Journal of Clinical Oncology | 2000
William M. Mendenhall; Scott P. Stringer; Robert J. Amdur; Russell W. Hinerman; Giselle J. Moore-Higgs; Nicholas J. Cassisi
PURPOSE To evaluate irradiation alone for treatment of base-of-tongue cancer. PATIENTS AND METHODS Two hundred seventeen patients with squamous cell carcinoma of the base of tongue were treated with radiation alone and had follow-up for >/= 2 years. RESULTS Local control rates at 5 years were as follows: T1, 96%; T2, 91%; T3, 81%; and T4, 38%. Multivariate analysis revealed that T stage (P =.0001) and overall treatment time (P =.0006) significantly influenced local control. The 5-year rates of local-regional control were as follows: I, 100%; II, 100%; III, 83%; IVA, 64%; and IVB, 65%. Multivariate analysis revealed that the following parameters significantly affect the probability of this end point: T stage (P =.0001), overall treatment time (P =.0001), overall stage (P =.0131), and addition of a neck dissection (P =.0021).
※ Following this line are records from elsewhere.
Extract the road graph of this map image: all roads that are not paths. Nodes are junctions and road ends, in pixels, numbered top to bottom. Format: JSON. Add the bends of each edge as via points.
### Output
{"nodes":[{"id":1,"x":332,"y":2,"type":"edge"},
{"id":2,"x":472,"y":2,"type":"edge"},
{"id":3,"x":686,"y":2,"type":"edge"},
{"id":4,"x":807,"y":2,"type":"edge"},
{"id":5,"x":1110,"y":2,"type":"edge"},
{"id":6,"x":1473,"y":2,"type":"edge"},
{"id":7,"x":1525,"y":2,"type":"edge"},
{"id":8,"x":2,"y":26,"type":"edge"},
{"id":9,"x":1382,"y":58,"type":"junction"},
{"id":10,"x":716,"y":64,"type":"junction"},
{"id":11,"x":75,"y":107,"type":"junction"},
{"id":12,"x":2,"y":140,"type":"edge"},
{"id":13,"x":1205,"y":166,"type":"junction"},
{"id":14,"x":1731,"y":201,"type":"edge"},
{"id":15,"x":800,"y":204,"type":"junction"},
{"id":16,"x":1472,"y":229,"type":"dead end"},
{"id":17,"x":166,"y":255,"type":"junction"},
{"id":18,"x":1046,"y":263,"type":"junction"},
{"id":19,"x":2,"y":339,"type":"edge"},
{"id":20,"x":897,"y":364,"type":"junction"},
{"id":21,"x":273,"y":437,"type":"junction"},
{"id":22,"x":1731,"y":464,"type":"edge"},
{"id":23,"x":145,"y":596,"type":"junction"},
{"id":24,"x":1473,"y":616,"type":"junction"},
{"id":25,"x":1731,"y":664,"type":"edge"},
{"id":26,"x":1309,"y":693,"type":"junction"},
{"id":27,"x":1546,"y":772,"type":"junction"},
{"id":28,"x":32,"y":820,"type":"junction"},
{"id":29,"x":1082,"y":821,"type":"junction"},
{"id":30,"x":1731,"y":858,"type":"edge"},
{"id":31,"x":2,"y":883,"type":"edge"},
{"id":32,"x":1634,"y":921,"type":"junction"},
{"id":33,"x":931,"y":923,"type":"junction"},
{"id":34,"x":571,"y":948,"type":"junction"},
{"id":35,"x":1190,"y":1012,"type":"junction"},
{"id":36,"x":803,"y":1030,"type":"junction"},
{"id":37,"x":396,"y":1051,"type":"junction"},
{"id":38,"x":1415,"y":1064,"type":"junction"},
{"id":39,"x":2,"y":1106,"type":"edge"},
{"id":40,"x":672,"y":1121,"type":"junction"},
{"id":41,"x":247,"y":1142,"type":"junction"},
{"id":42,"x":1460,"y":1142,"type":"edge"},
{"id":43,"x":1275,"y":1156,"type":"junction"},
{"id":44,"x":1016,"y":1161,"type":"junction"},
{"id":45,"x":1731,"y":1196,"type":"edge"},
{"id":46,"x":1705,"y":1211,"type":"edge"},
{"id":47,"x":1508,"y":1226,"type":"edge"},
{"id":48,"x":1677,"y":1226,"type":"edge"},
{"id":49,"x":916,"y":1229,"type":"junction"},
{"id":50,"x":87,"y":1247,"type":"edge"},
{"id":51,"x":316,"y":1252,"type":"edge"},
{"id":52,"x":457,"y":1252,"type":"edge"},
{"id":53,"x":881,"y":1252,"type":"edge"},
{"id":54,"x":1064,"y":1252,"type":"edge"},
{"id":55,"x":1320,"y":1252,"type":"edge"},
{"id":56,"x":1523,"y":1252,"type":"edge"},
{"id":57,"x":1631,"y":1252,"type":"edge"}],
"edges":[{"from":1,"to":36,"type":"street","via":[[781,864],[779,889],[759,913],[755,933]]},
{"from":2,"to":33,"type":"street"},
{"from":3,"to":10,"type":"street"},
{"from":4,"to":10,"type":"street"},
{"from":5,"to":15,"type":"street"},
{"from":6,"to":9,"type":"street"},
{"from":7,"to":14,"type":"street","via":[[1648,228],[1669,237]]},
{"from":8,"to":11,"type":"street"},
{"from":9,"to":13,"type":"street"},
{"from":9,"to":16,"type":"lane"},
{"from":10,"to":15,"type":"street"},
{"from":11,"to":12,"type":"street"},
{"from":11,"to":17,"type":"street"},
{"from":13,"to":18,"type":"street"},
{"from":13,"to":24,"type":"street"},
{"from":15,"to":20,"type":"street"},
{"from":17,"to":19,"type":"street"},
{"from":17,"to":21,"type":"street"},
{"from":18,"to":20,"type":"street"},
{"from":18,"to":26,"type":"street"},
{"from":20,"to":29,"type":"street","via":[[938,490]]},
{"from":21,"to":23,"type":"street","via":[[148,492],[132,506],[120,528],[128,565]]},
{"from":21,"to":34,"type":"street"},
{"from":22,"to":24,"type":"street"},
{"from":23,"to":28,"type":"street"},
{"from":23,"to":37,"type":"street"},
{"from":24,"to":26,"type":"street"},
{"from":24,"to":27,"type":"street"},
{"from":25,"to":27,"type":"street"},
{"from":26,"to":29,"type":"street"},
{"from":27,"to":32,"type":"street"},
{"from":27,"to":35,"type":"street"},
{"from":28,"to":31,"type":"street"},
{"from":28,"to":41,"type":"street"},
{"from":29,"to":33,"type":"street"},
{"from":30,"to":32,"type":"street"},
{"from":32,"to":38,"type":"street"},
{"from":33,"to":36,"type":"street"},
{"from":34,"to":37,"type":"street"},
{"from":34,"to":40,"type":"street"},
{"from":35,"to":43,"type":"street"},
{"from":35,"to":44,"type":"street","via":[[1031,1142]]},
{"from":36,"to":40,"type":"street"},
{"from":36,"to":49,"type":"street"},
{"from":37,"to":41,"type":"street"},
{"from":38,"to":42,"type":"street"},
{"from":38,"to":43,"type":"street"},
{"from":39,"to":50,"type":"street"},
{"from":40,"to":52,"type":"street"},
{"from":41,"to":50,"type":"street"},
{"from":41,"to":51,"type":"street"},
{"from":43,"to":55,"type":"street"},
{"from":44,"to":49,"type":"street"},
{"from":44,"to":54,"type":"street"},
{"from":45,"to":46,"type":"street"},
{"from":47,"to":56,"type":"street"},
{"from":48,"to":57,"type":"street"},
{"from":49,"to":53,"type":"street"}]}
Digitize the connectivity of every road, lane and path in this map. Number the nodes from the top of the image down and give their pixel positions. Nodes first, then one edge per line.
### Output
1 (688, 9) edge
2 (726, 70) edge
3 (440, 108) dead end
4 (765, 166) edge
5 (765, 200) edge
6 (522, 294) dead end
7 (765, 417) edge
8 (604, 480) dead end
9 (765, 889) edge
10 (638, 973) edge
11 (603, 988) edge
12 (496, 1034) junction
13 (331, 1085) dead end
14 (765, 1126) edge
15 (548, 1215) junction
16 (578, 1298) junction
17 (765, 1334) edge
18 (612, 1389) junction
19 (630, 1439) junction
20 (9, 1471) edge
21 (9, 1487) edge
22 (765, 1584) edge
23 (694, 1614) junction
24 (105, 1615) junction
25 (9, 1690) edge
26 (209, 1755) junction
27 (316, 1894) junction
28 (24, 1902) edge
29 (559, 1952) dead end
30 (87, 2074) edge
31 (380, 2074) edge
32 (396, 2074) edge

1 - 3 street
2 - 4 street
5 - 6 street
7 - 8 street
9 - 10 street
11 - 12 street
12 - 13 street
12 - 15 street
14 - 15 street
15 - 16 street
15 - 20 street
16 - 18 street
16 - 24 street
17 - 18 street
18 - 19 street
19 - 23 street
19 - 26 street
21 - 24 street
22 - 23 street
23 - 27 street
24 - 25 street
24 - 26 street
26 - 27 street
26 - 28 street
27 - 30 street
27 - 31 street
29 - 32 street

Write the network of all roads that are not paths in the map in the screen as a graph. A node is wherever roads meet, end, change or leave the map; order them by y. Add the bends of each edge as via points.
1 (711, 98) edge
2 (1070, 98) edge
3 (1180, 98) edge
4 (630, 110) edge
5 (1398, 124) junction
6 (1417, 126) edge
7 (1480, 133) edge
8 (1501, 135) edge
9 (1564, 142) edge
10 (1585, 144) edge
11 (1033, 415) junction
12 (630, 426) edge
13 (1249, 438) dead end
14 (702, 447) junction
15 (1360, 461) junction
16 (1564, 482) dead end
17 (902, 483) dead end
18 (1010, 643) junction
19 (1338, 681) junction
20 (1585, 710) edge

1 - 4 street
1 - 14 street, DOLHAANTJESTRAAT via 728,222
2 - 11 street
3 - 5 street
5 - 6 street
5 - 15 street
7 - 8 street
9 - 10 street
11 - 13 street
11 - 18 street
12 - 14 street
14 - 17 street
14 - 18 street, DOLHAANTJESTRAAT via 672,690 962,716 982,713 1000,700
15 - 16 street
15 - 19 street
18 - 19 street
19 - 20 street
The rates of absolute and cause-specific survival at 5 years were as follows: I, 50% and 100%; II, 81% and 100%; III, 65% and 76%; IVA, 42% and 56%; and IVB, 44% and 52%. Severe radiation complications developed in eight patients (4%). CONCLUSION The likelihood of cure after external-beam irradiation was related to stage, overall treatment time, and addition of a planned neck dissection. The local-regional control rates and survival rates after radiation therapy were comparable to those after surgery, and the morbidity associated with irradiation was less.